──────── Records ────────

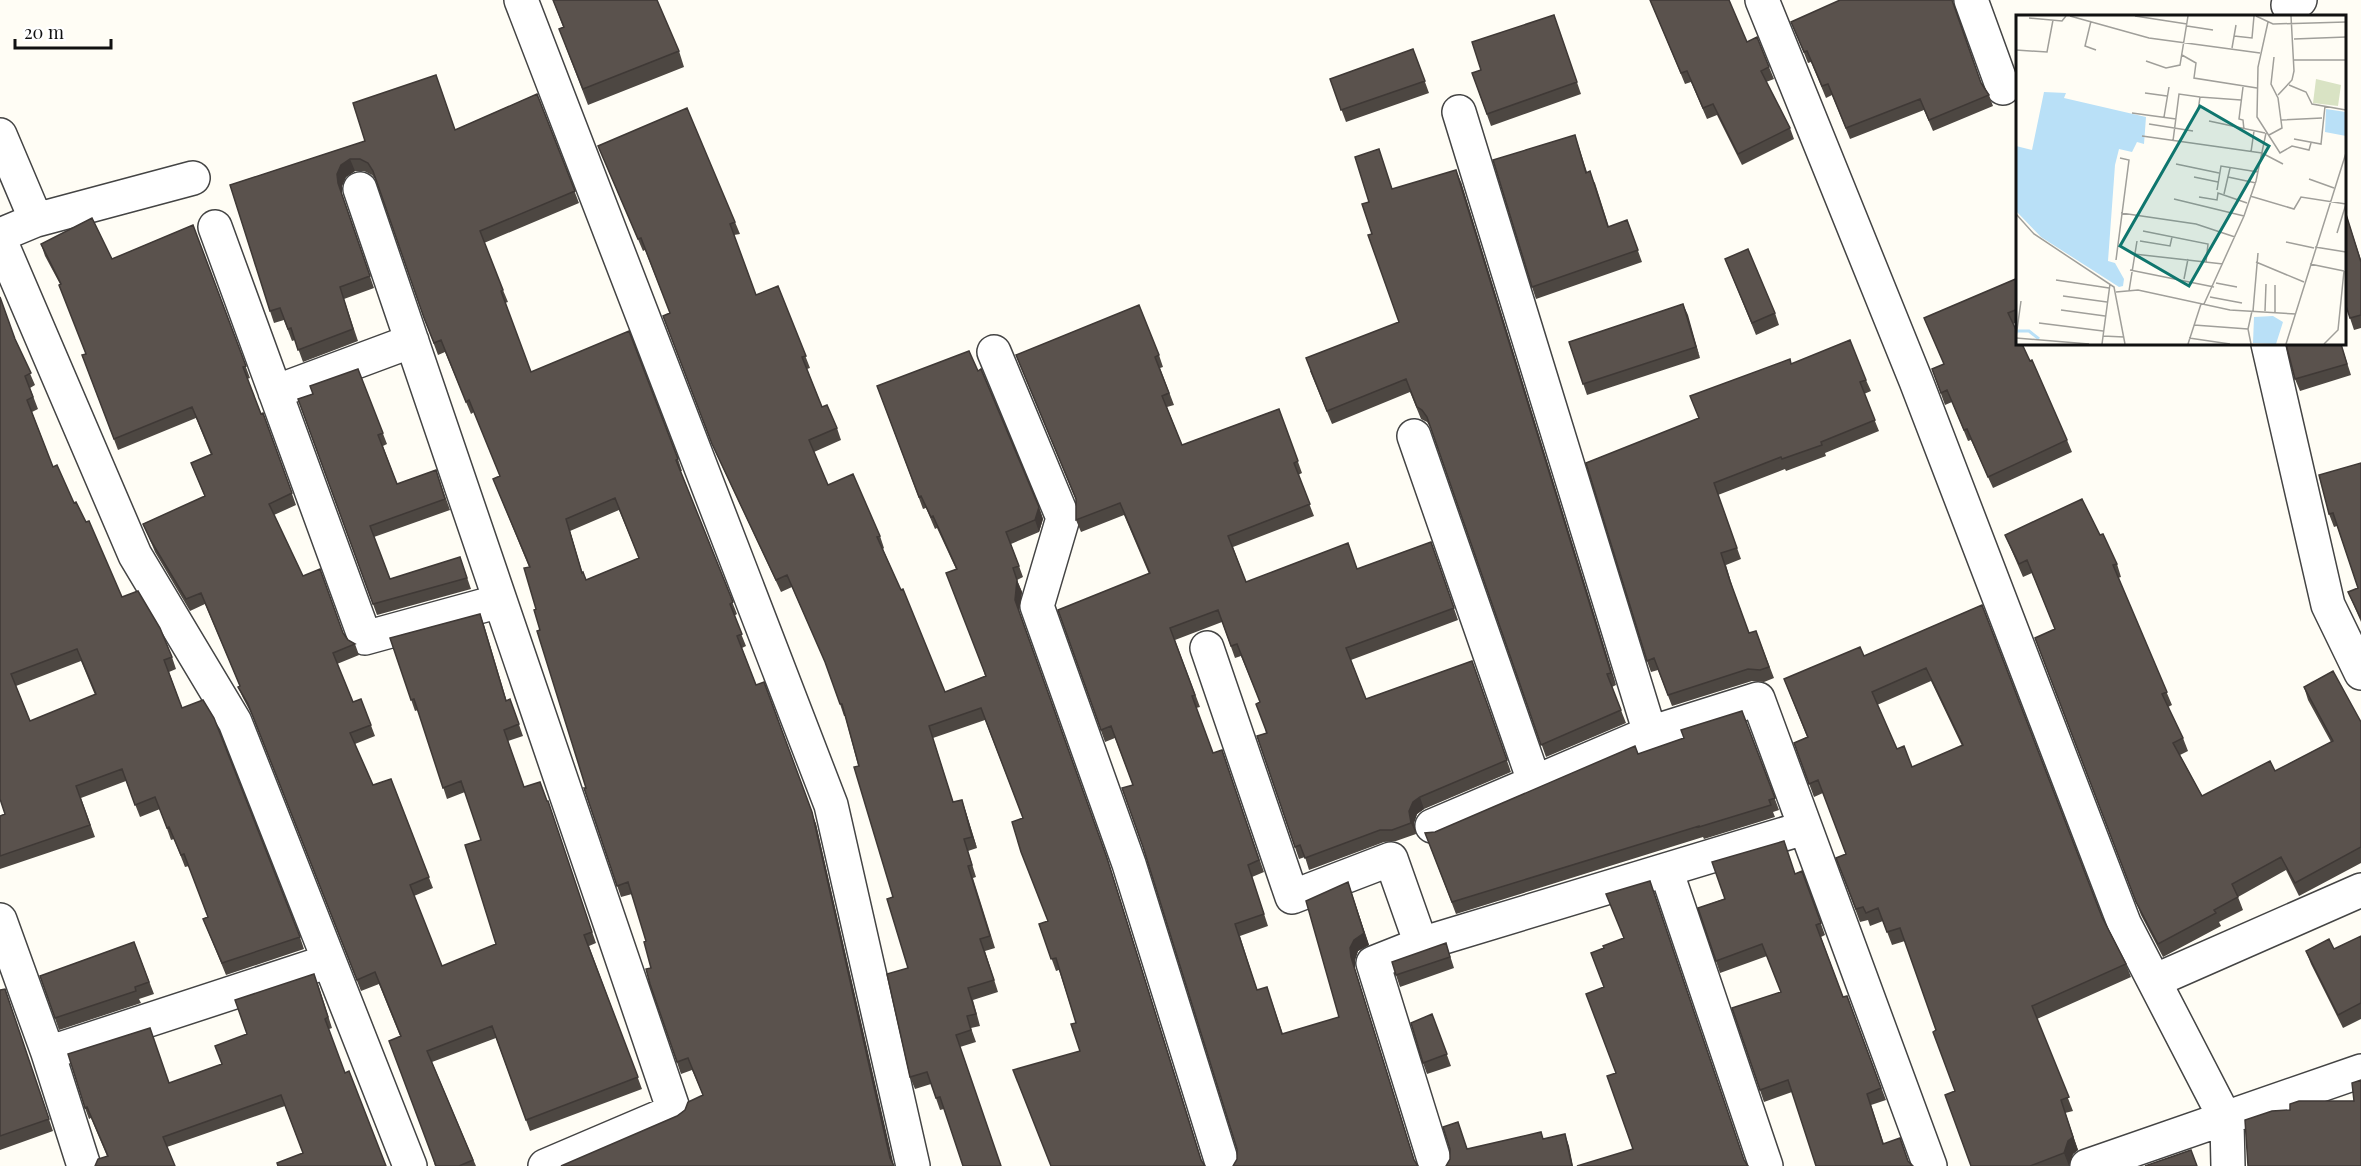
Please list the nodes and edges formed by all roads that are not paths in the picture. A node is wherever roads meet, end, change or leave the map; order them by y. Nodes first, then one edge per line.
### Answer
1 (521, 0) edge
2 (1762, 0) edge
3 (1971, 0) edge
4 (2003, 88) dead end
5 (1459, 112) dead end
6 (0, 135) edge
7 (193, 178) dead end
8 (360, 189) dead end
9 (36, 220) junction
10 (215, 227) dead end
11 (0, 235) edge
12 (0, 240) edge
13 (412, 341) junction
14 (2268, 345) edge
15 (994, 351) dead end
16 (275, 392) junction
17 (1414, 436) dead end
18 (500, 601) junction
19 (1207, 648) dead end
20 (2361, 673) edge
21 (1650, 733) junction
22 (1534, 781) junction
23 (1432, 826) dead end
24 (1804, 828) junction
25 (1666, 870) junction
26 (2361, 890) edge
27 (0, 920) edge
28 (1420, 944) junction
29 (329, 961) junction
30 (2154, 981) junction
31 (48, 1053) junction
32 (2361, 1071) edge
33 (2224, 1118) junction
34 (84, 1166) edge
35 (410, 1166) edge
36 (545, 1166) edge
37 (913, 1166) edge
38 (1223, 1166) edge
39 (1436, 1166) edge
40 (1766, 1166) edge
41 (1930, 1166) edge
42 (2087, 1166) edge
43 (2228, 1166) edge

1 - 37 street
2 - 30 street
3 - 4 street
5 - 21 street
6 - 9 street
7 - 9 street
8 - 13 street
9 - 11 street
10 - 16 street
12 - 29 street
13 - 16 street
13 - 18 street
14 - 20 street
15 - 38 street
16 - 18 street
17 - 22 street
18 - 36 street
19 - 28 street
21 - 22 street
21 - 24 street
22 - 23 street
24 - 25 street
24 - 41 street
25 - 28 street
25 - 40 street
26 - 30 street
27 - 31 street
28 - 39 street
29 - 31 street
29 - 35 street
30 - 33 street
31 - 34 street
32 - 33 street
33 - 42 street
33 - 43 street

────────

**Exercise brief**
Copy out each line of the data where the string "dead" appears.

**Answer below**
4 (2003, 88) dead end
5 (1459, 112) dead end
7 (193, 178) dead end
8 (360, 189) dead end
10 (215, 227) dead end
15 (994, 351) dead end
17 (1414, 436) dead end
19 (1207, 648) dead end
23 (1432, 826) dead end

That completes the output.